By: Jonathan L. Blackmore, Of Counsel
Florida’s Second District Court of Appeal recently issued a first of its kind ruling in Florida, applying the concepts of substantial compliance and lack of prejudice to compliance with the HUD “face-to-face” interview requirement. In Kuhnsman v. Wells Fargo Bank, N.A., the borrowers stopped making their payments in 2010. After an initial foreclosure was dismissed, Wells Fargo and the borrowers attempted to resolve the borrowers’ payment default through loss mitigation. After loss mitigation efforts failed, Wells Fargo sent a “face-to-face meeting letter” to the borrowers by certified mail. The letter was returned to Wells Fargo “refused” by the borrowers. The borrowers then retained counsel who sent Wells Fargo a “cease-and-desist” letter. However, Wells Fargo and the borrowers continued to pursue loss mitigation efforts after receipt of the cease-and-desist letter.

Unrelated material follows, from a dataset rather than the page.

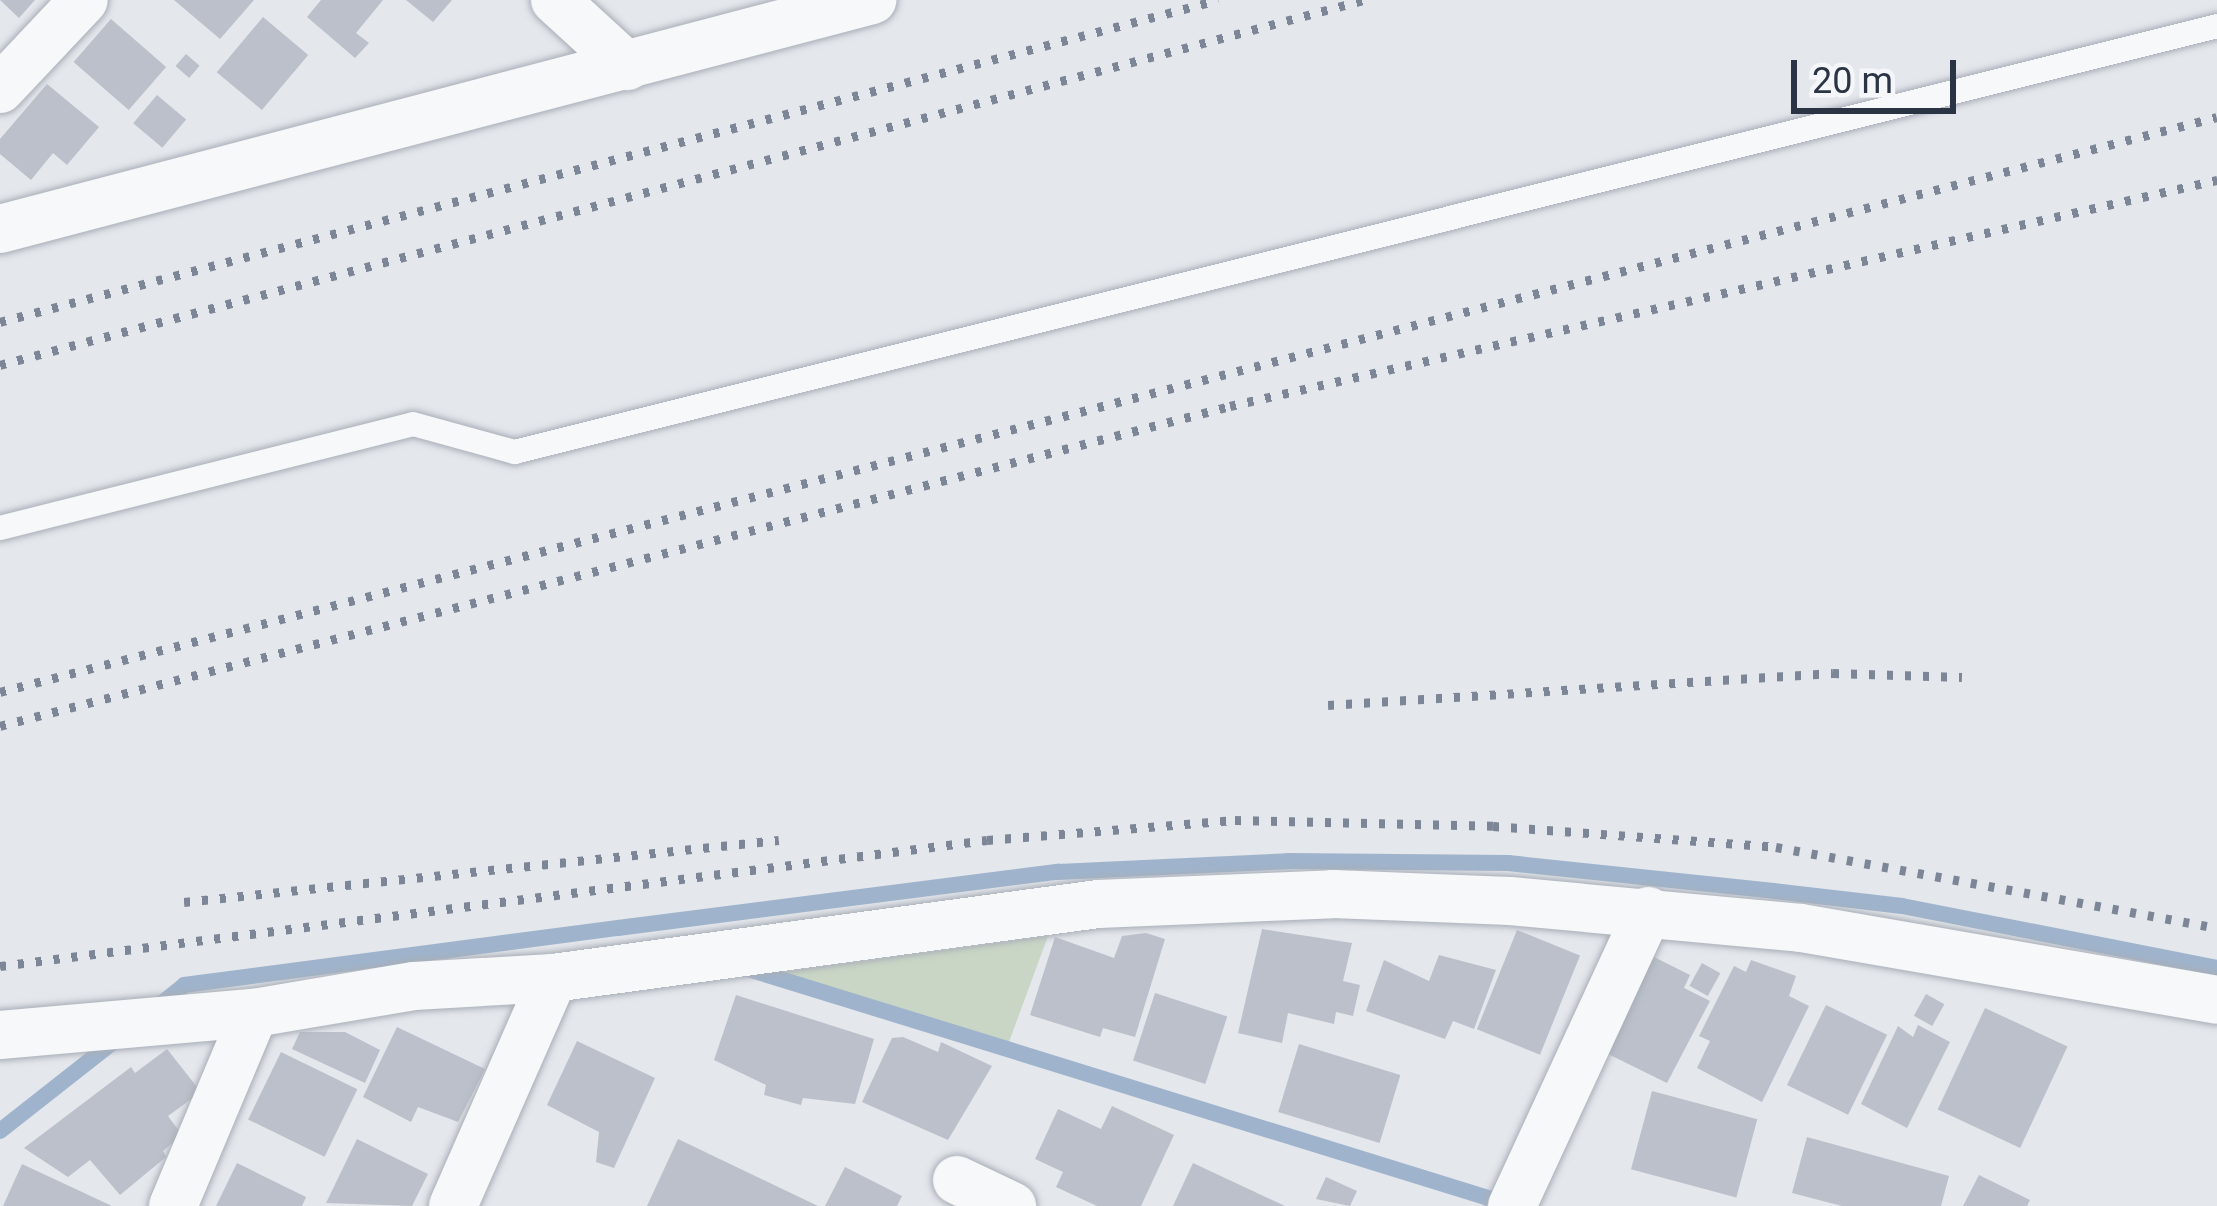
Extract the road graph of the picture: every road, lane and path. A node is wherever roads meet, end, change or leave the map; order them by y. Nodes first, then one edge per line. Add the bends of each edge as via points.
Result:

In 2017, Wells Fargo filed a second foreclosure action. During a non-jury trial, the borrowers moved for involuntary dismissal, contending that although Wells Fargo mailed a certified letter requesting a face-to-face interview, Wells Fargo did not make at least one trip to the property, and therefore failed to satisfy the “reasonable effort” requirement under Sec. 203.604(c)(5). The borrowers further contended their cease-and-desist letter was intended to communicate that a face-to-face meeting was to be conducted through their counsel. Wells Fargo countered that it substantially complied with Sec. 203.604, because after its receipt of the cease-and-desist letter, loss mitigation communications and negotiations continued through the borrowers’ counsel. Final Judgment was entered in favor of Wells Fargo.

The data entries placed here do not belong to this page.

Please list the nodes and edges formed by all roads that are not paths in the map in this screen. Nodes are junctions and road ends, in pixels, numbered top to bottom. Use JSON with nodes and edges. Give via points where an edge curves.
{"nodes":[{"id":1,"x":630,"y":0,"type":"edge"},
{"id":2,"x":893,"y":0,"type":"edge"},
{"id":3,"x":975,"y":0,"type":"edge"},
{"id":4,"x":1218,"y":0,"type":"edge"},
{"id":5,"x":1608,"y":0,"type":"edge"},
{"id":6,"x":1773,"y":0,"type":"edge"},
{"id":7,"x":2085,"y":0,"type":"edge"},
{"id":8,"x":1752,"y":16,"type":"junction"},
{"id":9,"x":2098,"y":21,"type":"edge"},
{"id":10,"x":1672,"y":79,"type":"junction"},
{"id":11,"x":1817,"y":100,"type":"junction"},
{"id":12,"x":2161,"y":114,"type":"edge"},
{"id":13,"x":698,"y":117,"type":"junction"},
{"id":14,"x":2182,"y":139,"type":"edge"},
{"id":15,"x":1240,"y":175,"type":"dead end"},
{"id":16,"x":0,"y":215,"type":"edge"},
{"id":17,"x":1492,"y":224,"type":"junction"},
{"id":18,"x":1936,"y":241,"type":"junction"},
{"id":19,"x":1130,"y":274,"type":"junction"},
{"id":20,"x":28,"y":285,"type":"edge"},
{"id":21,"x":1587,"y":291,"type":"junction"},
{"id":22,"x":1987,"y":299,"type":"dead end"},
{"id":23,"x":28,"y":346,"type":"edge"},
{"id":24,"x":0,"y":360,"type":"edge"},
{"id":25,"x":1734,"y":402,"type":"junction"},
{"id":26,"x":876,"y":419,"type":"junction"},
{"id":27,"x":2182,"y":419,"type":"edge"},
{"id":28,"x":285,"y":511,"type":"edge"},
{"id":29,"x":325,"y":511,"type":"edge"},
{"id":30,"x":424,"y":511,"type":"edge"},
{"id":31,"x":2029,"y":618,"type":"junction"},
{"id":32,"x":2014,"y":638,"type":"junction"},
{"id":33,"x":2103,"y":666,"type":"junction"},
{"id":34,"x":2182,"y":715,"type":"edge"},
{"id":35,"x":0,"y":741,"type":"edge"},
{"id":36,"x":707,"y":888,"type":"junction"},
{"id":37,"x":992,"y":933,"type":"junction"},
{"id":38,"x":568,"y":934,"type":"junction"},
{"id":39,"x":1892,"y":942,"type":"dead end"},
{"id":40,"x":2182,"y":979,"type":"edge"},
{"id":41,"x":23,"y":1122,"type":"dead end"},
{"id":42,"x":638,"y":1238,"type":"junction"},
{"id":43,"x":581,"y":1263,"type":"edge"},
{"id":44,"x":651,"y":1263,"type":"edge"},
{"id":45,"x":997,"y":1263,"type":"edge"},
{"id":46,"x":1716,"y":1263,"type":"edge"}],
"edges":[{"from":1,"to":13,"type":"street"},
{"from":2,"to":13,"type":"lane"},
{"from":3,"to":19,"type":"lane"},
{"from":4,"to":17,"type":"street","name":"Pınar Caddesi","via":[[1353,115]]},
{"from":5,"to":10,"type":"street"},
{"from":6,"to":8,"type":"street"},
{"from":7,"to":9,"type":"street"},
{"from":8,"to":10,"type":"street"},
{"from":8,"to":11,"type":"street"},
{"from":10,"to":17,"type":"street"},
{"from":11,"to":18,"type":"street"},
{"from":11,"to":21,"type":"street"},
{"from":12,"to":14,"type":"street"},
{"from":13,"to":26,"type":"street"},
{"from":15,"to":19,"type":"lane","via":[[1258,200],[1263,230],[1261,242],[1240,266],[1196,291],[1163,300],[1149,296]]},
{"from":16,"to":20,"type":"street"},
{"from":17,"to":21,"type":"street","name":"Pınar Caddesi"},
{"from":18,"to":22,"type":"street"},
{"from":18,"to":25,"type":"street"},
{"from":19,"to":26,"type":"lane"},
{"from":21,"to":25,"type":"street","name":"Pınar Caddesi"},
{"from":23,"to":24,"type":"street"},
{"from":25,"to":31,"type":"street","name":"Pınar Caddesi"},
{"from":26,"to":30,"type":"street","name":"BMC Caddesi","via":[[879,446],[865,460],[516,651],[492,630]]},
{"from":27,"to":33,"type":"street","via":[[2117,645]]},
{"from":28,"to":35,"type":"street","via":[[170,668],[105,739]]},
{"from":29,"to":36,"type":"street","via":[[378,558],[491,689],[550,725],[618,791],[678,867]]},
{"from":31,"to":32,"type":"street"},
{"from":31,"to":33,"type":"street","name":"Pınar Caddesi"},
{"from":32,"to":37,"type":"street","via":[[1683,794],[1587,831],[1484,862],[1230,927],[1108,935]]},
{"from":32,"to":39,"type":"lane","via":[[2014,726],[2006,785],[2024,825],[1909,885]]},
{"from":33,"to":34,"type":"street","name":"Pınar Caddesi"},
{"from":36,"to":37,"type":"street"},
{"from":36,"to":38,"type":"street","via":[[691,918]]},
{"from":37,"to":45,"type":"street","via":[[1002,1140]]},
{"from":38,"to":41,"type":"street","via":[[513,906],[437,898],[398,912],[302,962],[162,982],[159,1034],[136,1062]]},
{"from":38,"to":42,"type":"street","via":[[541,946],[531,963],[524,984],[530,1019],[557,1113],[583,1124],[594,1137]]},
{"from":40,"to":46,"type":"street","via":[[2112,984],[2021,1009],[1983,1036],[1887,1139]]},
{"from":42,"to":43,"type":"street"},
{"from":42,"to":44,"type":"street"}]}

On Appeal, the Second District began its analysis by rejecting the borrowers’ argument that Sec. 203.604(c)(5) requires strict, rather than substantial compliance. It then explained that Wells Fargo substantially complied with the face-to-face meeting requirement by demonstrating its “reasonable efforts” at arranging a meeting by sending a certified letter requesting a meeting and receiving a cease-and-desist letter from the borrowers in return. And importantly, Wells Fargo continued to work with the borrowers after receiving the cease and desist letter in attempting to resolve the default through loss mitigation. The Court stated: “In our view, the [borrowers] received the “equivalent to what was bargained for” under the HUD regulations: the opportunity to avoid foreclosure through loss mitigation alternatives.”
The Court explained that because the borrowers received every opportunity to resolve the default through loss mitigation, they could not demonstrate prejudice even had Wells Fargo failed to demonstrate substantial compliance with Sec. 203.604. “Even if Wells Fargo’s efforts at substantial compliance fell short, we would still affirm…[a]fter all, as Wells Fargo argued in its avoidance of the [borrowers’] denial of the performance of conditions precedent, the parties’ failed loss mitigation efforts subsequent to the [borrowers’] default preclude them from proving they were prejudiced by Wells Fargo’s failure to strictly comply with the face-to-face interview requirement.”